RECORD EXCERPTS:
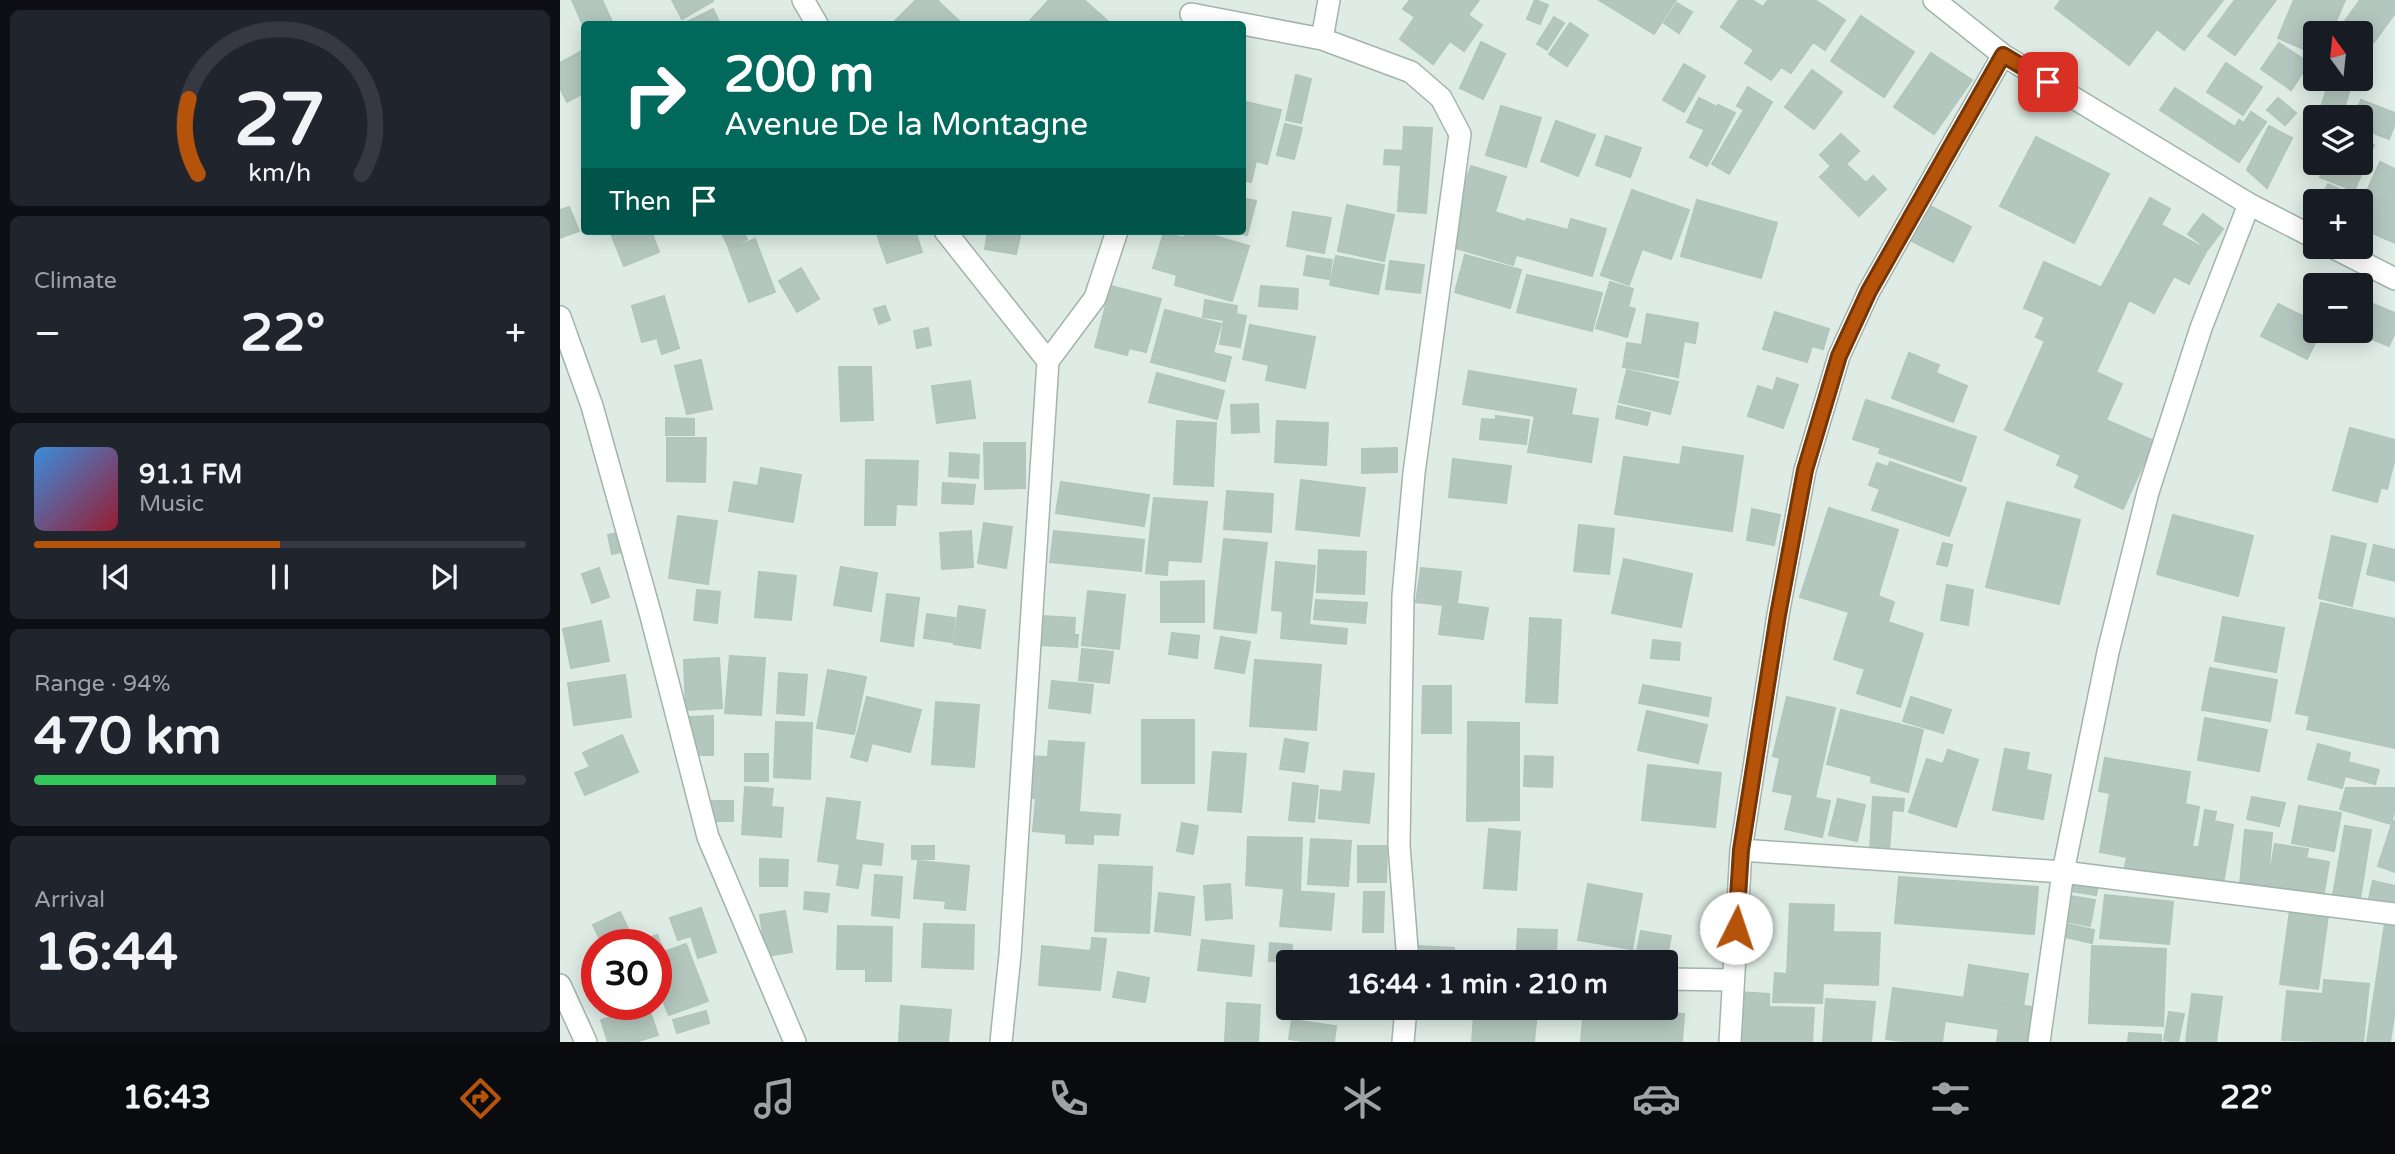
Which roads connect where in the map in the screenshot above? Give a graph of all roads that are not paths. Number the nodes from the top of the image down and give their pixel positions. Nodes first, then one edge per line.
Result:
1 (803, 0) edge
2 (1329, 0) edge
3 (1934, 0) edge
4 (1191, 13) edge
5 (815, 21) edge
6 (1231, 21) edge
7 (1246, 24) edge
8 (1322, 39) junction
9 (2003, 55) junction
10 (2249, 204) junction
11 (2303, 232) edge
12 (948, 235) edge
13 (1116, 235) edge
14 (2356, 259) edge
15 (2395, 279) edge
16 (560, 317) edge
17 (1048, 361) junction
18 (1741, 850) junction
19 (2063, 872) junction
20 (2395, 914) edge
21 (1407, 950) edge
22 (1678, 979) edge
23 (1732, 980) junction
24 (560, 985) edge
25 (1405, 1020) edge
26 (586, 1042) edge
27 (794, 1042) edge
28 (1001, 1042) edge
29 (1403, 1042) edge
30 (1730, 1042) edge
31 (2039, 1042) edge

1 - 5 street
2 - 8 street
3 - 9 street
4 - 6 street
7 - 8 street
8 - 21 street
9 - 10 street
9 - 18 street
10 - 11 street
10 - 19 street
12 - 17 street
13 - 17 street
14 - 15 street
16 - 27 street
17 - 28 street
18 - 19 street
18 - 23 street
19 - 20 street
19 - 31 street
22 - 23 street
23 - 30 street
24 - 26 street
25 - 29 street

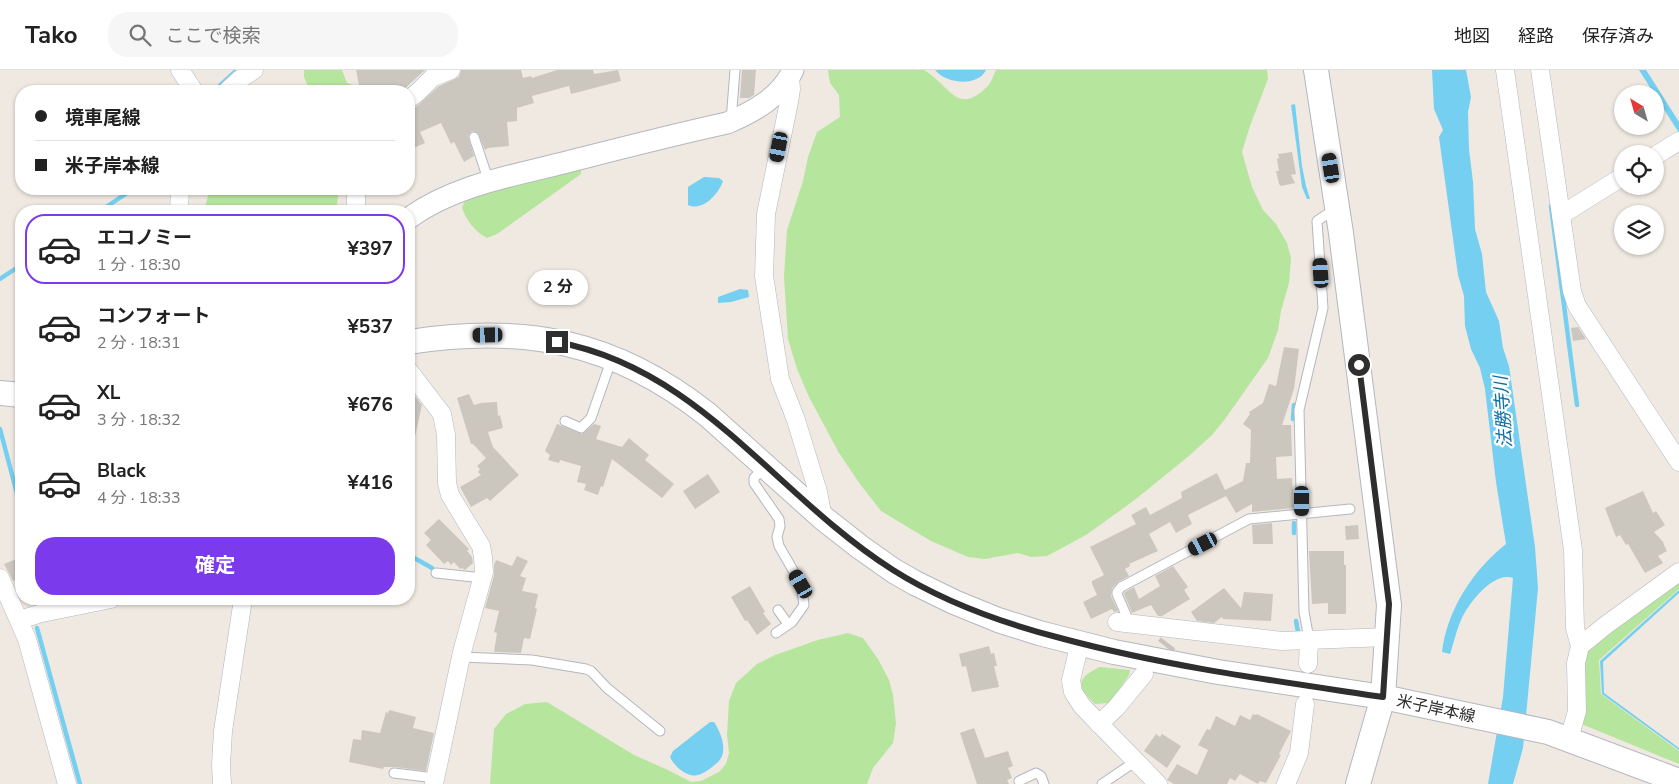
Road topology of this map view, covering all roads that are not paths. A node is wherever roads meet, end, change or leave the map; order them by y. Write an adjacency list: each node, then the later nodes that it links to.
1 (180, 70): 9 (street)
2 (254, 70): 10 (street)
3 (451, 70): 11 (street)
4 (735, 70): 12 (lane)
5 (1316, 70): 18 (main road)
6 (1504, 70): 46 (street)
7 (1540, 70): 20 (street)
8 (792, 73): 12 (street); 31 (street)
9 (190, 85)
10 (234, 85)
11 (415, 94)
12 (730, 121): 17 (street)
13 (474, 137): 17 (lane)
14 (1679, 141): 15 (street)
15 (1664, 150)
16 (1614, 181): 20 (street)
17 (489, 182): 19 (street)
18 (1337, 207): 30 (lane); 43 (main road)
19 (415, 213)
20 (1561, 215): 27 (street)
21 (415, 341): 22 (main road, 米子岸本線)
22 (612, 358): 26 (lane); 28 (main road, 米子岸本線)
23 (415, 379): 35 (street)
24 (0, 394): 25 (main road)
25 (15, 395)
26 (565, 421)
27 (1679, 462)
28 (765, 465): 31 (main road, 米子岸本線); 41 (lane)
29 (1350, 509): 30 (lane)
30 (1302, 515): 40 (lane); 44 (lane)
31 (822, 518): 45 (main road, 米子岸本線)
32 (1679, 572): 46 (street)
33 (436, 573): 35 (lane)
34 (0, 578): 39 (street)
35 (483, 578): 47 (street)
36 (81, 605): 39 (street)
37 (242, 605): 61 (street)
38 (778, 610): 41 (lane)
39 (19, 620): 60 (street)
40 (1124, 623): 44 (street)
41 (788, 624): 42 (lane)
42 (776, 633)
43 (1387, 637): 44 (street); 50 (main road)
44 (1309, 639): 48 (street)
45 (1080, 644): 50 (main road, 米子岸本線); 52 (street)
46 (1580, 646): 54 (street)
47 (461, 657): 53 (lane); 57 (street)
48 (1308, 664)
49 (1144, 674): 52 (street)
50 (1383, 697): 54 (main road, 米子岸本線); 66 (main road)
51 (1305, 704): 65 (street)
52 (1100, 724): 55 (street)
53 (660, 731)
54 (1559, 736): 59 (main road, 米子岸本線)
55 (1136, 761): 63 (lane); 64 (street)
56 (394, 773): 57 (lane)
57 (435, 781)
58 (1019, 781): 62 (lane)
59 (1679, 781)
60 (67, 784)
61 (222, 784)
62 (1044, 784)
63 (1102, 784)
64 (1158, 784)
65 (1286, 784)
66 (1358, 784)

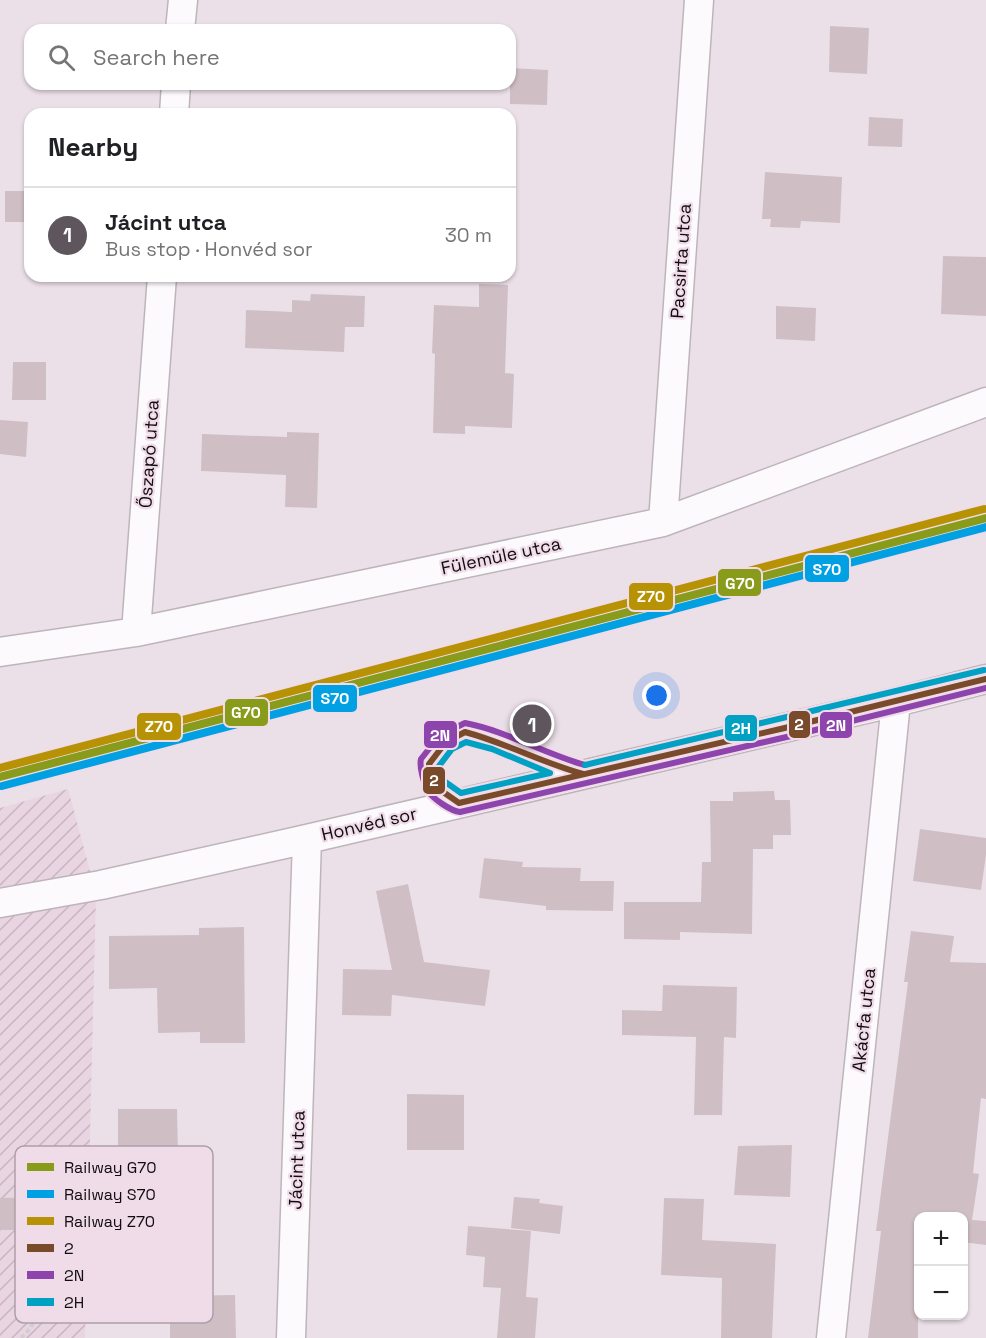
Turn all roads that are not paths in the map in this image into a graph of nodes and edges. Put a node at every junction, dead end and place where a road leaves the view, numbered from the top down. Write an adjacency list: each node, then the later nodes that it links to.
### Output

TASK GOAL:
Except for the pictures, please retype the listing above exactly.

SOLUTION TO THIS PROBLEM:
Which roads connect where in the map in the screenshot above? Give a graph of all roads that are not paths. Number the nodes from the top of the image down and give their pixel positions. Nodes first, then one edge per line.
Result:
1 (803, 0) edge
2 (1329, 0) edge
3 (1934, 0) edge
4 (1191, 13) edge
5 (815, 21) edge
6 (1231, 21) edge
7 (1246, 24) edge
8 (1322, 39) junction
9 (2003, 55) junction
10 (2249, 204) junction
11 (2303, 232) edge
12 (948, 235) edge
13 (1116, 235) edge
14 (2356, 259) edge
15 (2395, 279) edge
16 (560, 317) edge
17 (1048, 361) junction
18 (1741, 850) junction
19 (2063, 872) junction
20 (2395, 914) edge
21 (1407, 950) edge
22 (1678, 979) edge
23 (1732, 980) junction
24 (560, 985) edge
25 (1405, 1020) edge
26 (586, 1042) edge
27 (794, 1042) edge
28 (1001, 1042) edge
29 (1403, 1042) edge
30 (1730, 1042) edge
31 (2039, 1042) edge

1 - 5 street
2 - 8 street
3 - 9 street
4 - 6 street
7 - 8 street
8 - 21 street
9 - 10 street
9 - 18 street
10 - 11 street
10 - 19 street
12 - 17 street
13 - 17 street
14 - 15 street
16 - 27 street
17 - 28 street
18 - 19 street
18 - 23 street
19 - 20 street
19 - 31 street
22 - 23 street
23 - 30 street
24 - 26 street
25 - 29 street

Road topology of this map view, covering all roads that are not paths. A node is wherever roads meet, end, change or leave the map; order them by y. Write an adjacency list: each node, then the later nodes that it links to.
1 (180, 70): 9 (street)
2 (254, 70): 10 (street)
3 (451, 70): 11 (street)
4 (735, 70): 12 (lane)
5 (1316, 70): 18 (main road)
6 (1504, 70): 46 (street)
7 (1540, 70): 20 (street)
8 (792, 73): 12 (street); 31 (street)
9 (190, 85)
10 (234, 85)
11 (415, 94)
12 (730, 121): 17 (street)
13 (474, 137): 17 (lane)
14 (1679, 141): 15 (street)
15 (1664, 150)
16 (1614, 181): 20 (street)
17 (489, 182): 19 (street)
18 (1337, 207): 30 (lane); 43 (main road)
19 (415, 213)
20 (1561, 215): 27 (street)
21 (415, 341): 22 (main road, 米子岸本線)
22 (612, 358): 26 (lane); 28 (main road, 米子岸本線)
23 (415, 379): 35 (street)
24 (0, 394): 25 (main road)
25 (15, 395)
26 (565, 421)
27 (1679, 462)
28 (765, 465): 31 (main road, 米子岸本線); 41 (lane)
29 (1350, 509): 30 (lane)
30 (1302, 515): 40 (lane); 44 (lane)
31 (822, 518): 45 (main road, 米子岸本線)
32 (1679, 572): 46 (street)
33 (436, 573): 35 (lane)
34 (0, 578): 39 (street)
35 (483, 578): 47 (street)
36 (81, 605): 39 (street)
37 (242, 605): 61 (street)
38 (778, 610): 41 (lane)
39 (19, 620): 60 (street)
40 (1124, 623): 44 (street)
41 (788, 624): 42 (lane)
42 (776, 633)
43 (1387, 637): 44 (street); 50 (main road)
44 (1309, 639): 48 (street)
45 (1080, 644): 50 (main road, 米子岸本線); 52 (street)
46 (1580, 646): 54 (street)
47 (461, 657): 53 (lane); 57 (street)
48 (1308, 664)
49 (1144, 674): 52 (street)
50 (1383, 697): 54 (main road, 米子岸本線); 66 (main road)
51 (1305, 704): 65 (street)
52 (1100, 724): 55 (street)
53 (660, 731)
54 (1559, 736): 59 (main road, 米子岸本線)
55 (1136, 761): 63 (lane); 64 (street)
56 (394, 773): 57 (lane)
57 (435, 781)
58 (1019, 781): 62 (lane)
59 (1679, 781)
60 (67, 784)
61 (222, 784)
62 (1044, 784)
63 (1102, 784)
64 (1158, 784)
65 (1286, 784)
66 (1358, 784)

Turn all roads that are not paths in the map in this image into a graph of nodes and edges. Put a node at every junction, dead end and place where a road leaves the view, numbered from the top down. Write an adjacency list: each node, then the later nodes that it links to.
### Output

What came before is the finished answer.